Please find the number of lines in the material below where the string "nodes" occurs, and give only that number.

■ **AVAILABLE DATA**
****
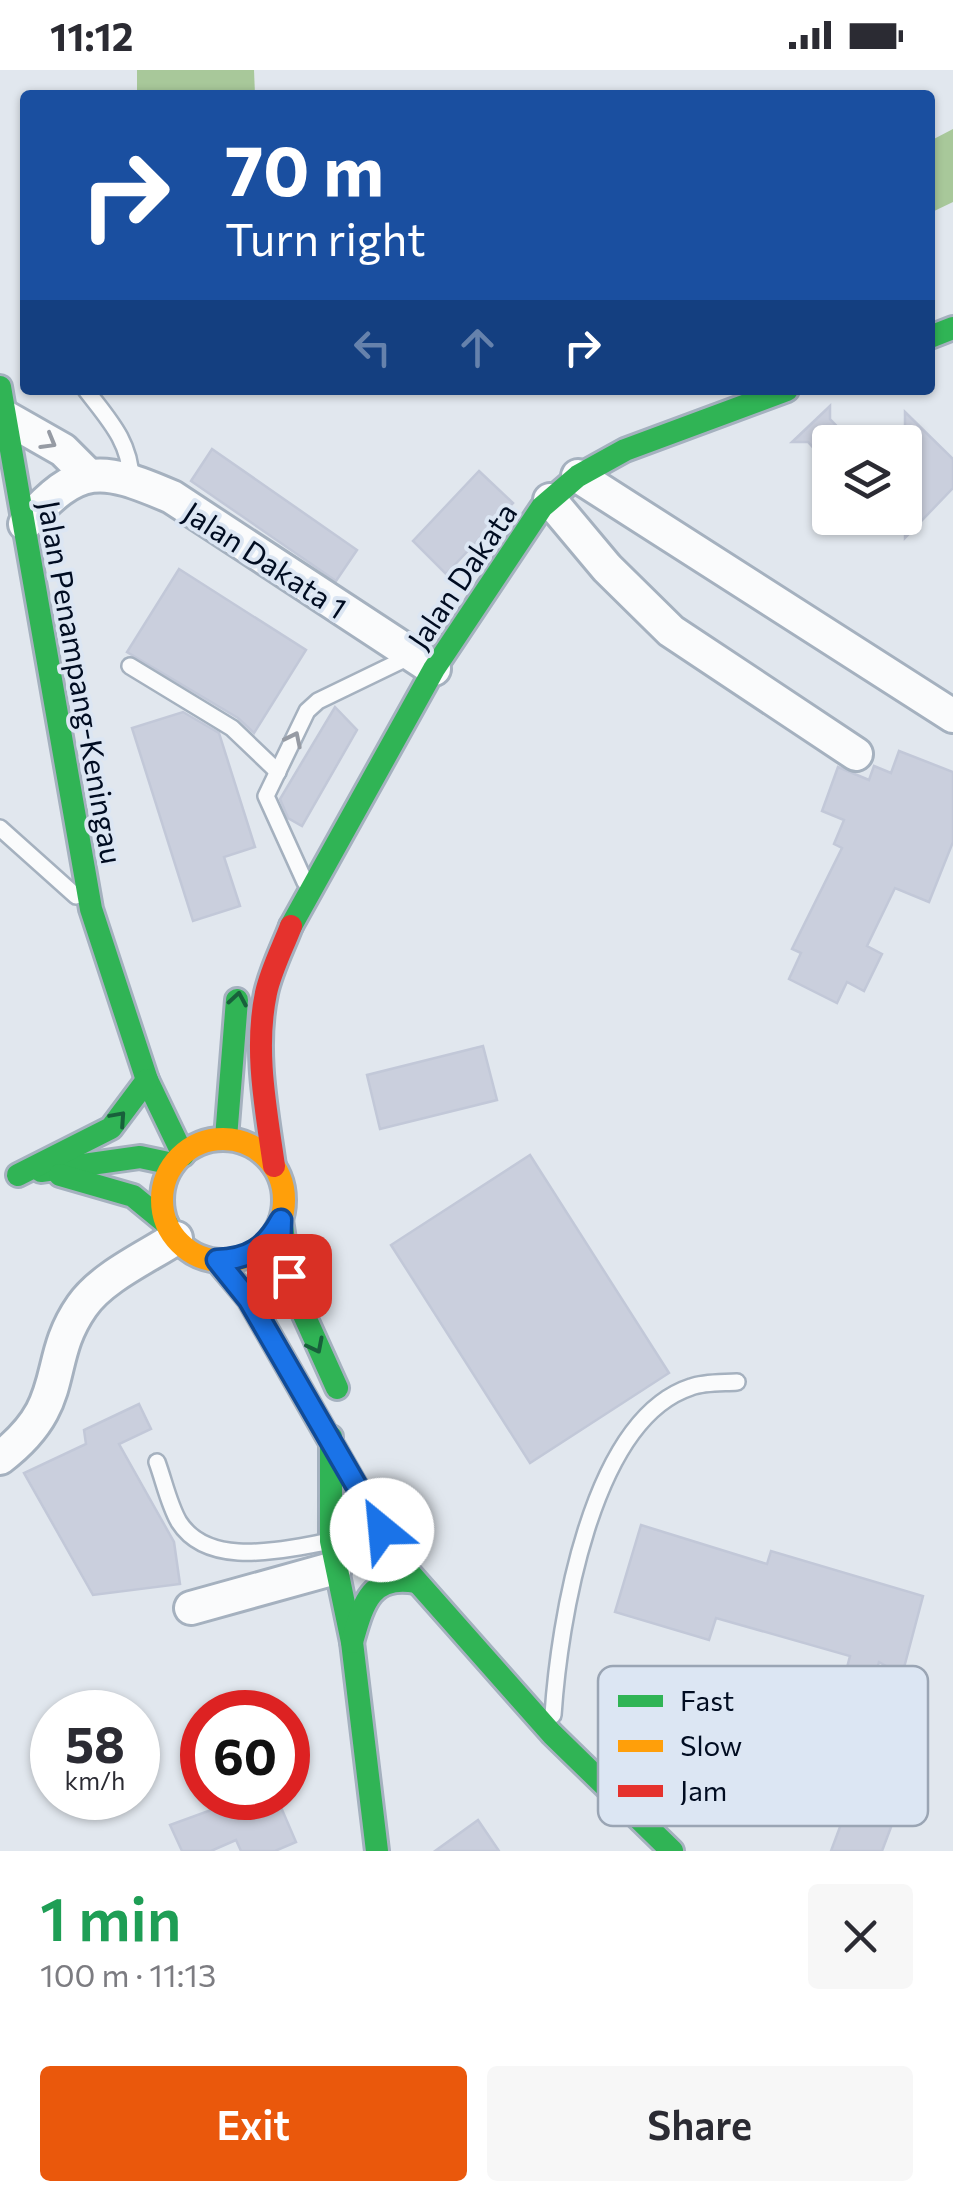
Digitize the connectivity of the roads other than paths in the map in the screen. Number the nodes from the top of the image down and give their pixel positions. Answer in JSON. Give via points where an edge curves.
{"nodes":[{"id":1,"x":90,"y":395,"type":"edge"},
{"id":2,"x":774,"y":395,"type":"edge"},
{"id":3,"x":3,"y":402,"type":"edge"},
{"id":4,"x":87,"y":474,"type":"junction"},
{"id":5,"x":578,"y":476,"type":"junction"},
{"id":6,"x":130,"y":480,"type":"junction"},
{"id":7,"x":550,"y":500,"type":"junction"},
{"id":8,"x":25,"y":524,"type":"junction"},
{"id":9,"x":424,"y":662,"type":"junction"},
{"id":10,"x":130,"y":666,"type":"dead end"},
{"id":11,"x":953,"y":716,"type":"edge"},
{"id":12,"x":856,"y":754,"type":"dead end"},
{"id":13,"x":278,"y":772,"type":"junction"},
{"id":14,"x":0,"y":828,"type":"edge"},
{"id":15,"x":309,"y":890,"type":"junction"},
{"id":16,"x":91,"y":909,"type":"junction"},
{"id":17,"x":296,"y":914,"type":"junction"},
{"id":18,"x":114,"y":986,"type":"junction"},
{"id":19,"x":170,"y":1072,"type":"dead end"},
{"id":20,"x":147,"y":1080,"type":"junction"},
{"id":21,"x":263,"y":1090,"type":"junction"},
{"id":22,"x":230,"y":1096,"type":"junction"},
{"id":23,"x":200,"y":1116,"type":"dead end"},
{"id":24,"x":224,"y":1138,"type":"junction"},
{"id":25,"x":178,"y":1160,"type":"junction"},
{"id":26,"x":274,"y":1166,"type":"junction"},
{"id":27,"x":9,"y":1178,"type":"edge"},
{"id":28,"x":281,"y":1220,"type":"junction"},
{"id":29,"x":172,"y":1231,"type":"junction"},
{"id":30,"x":217,"y":1260,"type":"junction"},
{"id":31,"x":737,"y":1382,"type":"dead end"},
{"id":32,"x":350,"y":1414,"type":"dead end"},
{"id":33,"x":332,"y":1437,"type":"junction"},
{"id":34,"x":0,"y":1458,"type":"edge"},
{"id":35,"x":157,"y":1462,"type":"dead end"},
{"id":36,"x":367,"y":1465,"type":"dead end"},
{"id":37,"x":366,"y":1498,"type":"junction"},
{"id":38,"x":333,"y":1554,"type":"junction"},
{"id":39,"x":428,"y":1558,"type":"dead end"},
{"id":40,"x":416,"y":1582,"type":"junction"},
{"id":41,"x":191,"y":1608,"type":"dead end"},
{"id":42,"x":352,"y":1642,"type":"junction"},
{"id":43,"x":518,"y":1698,"type":"junction"},
{"id":44,"x":552,"y":1734,"type":"junction"},
{"id":45,"x":598,"y":1779,"type":"edge"},
{"id":46,"x":646,"y":1826,"type":"edge"},
{"id":47,"x":377,"y":1851,"type":"edge"},
{"id":48,"x":672,"y":1851,"type":"edge"}],
"edges":[{"from":1,"to":6,"type":"lane","via":[[122,437]]},
{"from":2,"to":5,"type":"main road","name":"Jalan Dakata","via":[[625,450]]},
{"from":3,"to":4,"type":"street","one_way":true},
{"from":3,"to":8,"type":"main road","name":"Jalan Penampang-Keningau"},
{"from":4,"to":6,"type":"street","name":"Jalan Dakata 1"},
{"from":4,"to":8,"type":"street","via":[[52,494]]},
{"from":5,"to":7,"type":"main road","name":"Jalan Dakata"},
{"from":5,"to":11,"type":"street"},
{"from":6,"to":9,"type":"street","name":"Jalan Dakata 1","via":[[172,498]]},
{"from":7,"to":9,"type":"main road","name":"Jalan Dakata"},
{"from":7,"to":12,"type":"street","via":[[606,568],[671,630]]},
{"from":8,"to":16,"type":"main road","name":"Jalan Penampang-Keningau"},
{"from":13,"to":9,"type":"lane","one_way":true,"via":[[318,701]]},
{"from":9,"to":15,"type":"main road","name":"Jalan Dakata"},
{"from":10,"to":13,"type":"lane","via":[[232,728]]},
{"from":13,"to":15,"type":"lane","via":[[266,796],[268,809]]},
{"from":14,"to":16,"type":"lane"},
{"from":15,"to":17,"type":"main road","name":"Jalan Dakata"},
{"from":16,"to":18,"type":"main road","name":"Jalan Penampang-Keningau"},
{"from":17,"to":21,"type":"main road","name":"Jalan Dakata","via":[[267,988]]},
{"from":22,"to":17,"type":"main road","name":"Jalan Dakata","one_way":true,"via":[[231,1042],[244,976]]},
{"from":18,"to":19,"type":"main road","name":"Jalan Penampang-Keningau"},
{"from":18,"to":20,"type":"main road","name":"Jalan Penampang-Keningau"},
{"from":20,"to":25,"type":"main road","name":"Jalan Penampang-Keningau"},
{"from":27,"to":20,"type":"main road","one_way":true,"via":[[111,1128]]},
{"from":21,"to":22,"type":"main road"},
{"from":21,"to":26,"type":"main road","name":"Jalan Dakata"},
{"from":22,"to":24,"type":"main road","name":"Jalan Dakata"},
{"from":23,"to":24,"type":"main road"},
{"from":24,"to":25,"type":"main road","via":[[207,1140]]},
{"from":24,"to":26,"type":"main road","via":[[261,1152]]},
{"from":25,"to":27,"type":"main road","via":[[125,1158]]},
{"from":25,"to":29,"type":"main road","via":[[163,1194]]},
{"from":26,"to":28,"type":"main road","via":[[282,1182]]},
{"from":27,"to":29,"type":"main road","via":[[60,1175],[110,1187],[133,1196]]},
{"from":28,"to":30,"type":"main road","via":[[256,1252]]},
{"from":28,"to":32,"type":"main road","one_way":true,"via":[[280,1250],[307,1328]]},
{"from":29,"to":30,"type":"main road","via":[[202,1257]]},
{"from":29,"to":34,"type":"street","via":[[90,1296],[41,1418]]},
{"from":30,"to":33,"type":"main road","via":[[249,1300]]},
{"from":31,"to":44,"type":"lane","via":[[692,1386],[666,1400],[616,1457],[576,1567],[556,1668]]},
{"from":33,"to":37,"type":"main road"},
{"from":33,"to":38,"type":"main road"},
{"from":35,"to":38,"type":"lane","via":[[180,1524],[211,1547]]},
{"from":36,"to":37,"type":"main road"},
{"from":37,"to":40,"type":"main road"},
{"from":37,"to":42,"type":"main road"},
{"from":38,"to":41,"type":"street"},
{"from":38,"to":42,"type":"main road"},
{"from":39,"to":43,"type":"main road"},
{"from":40,"to":42,"type":"main road","via":[[389,1578],[377,1584]]},
{"from":40,"to":43,"type":"main road"},
{"from":42,"to":47,"type":"main road"},
{"from":43,"to":44,"type":"main road"},
{"from":44,"to":45,"type":"main road"},
{"from":46,"to":48,"type":"main road"}]}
****
■ **EXERCISE SOLUTION**
2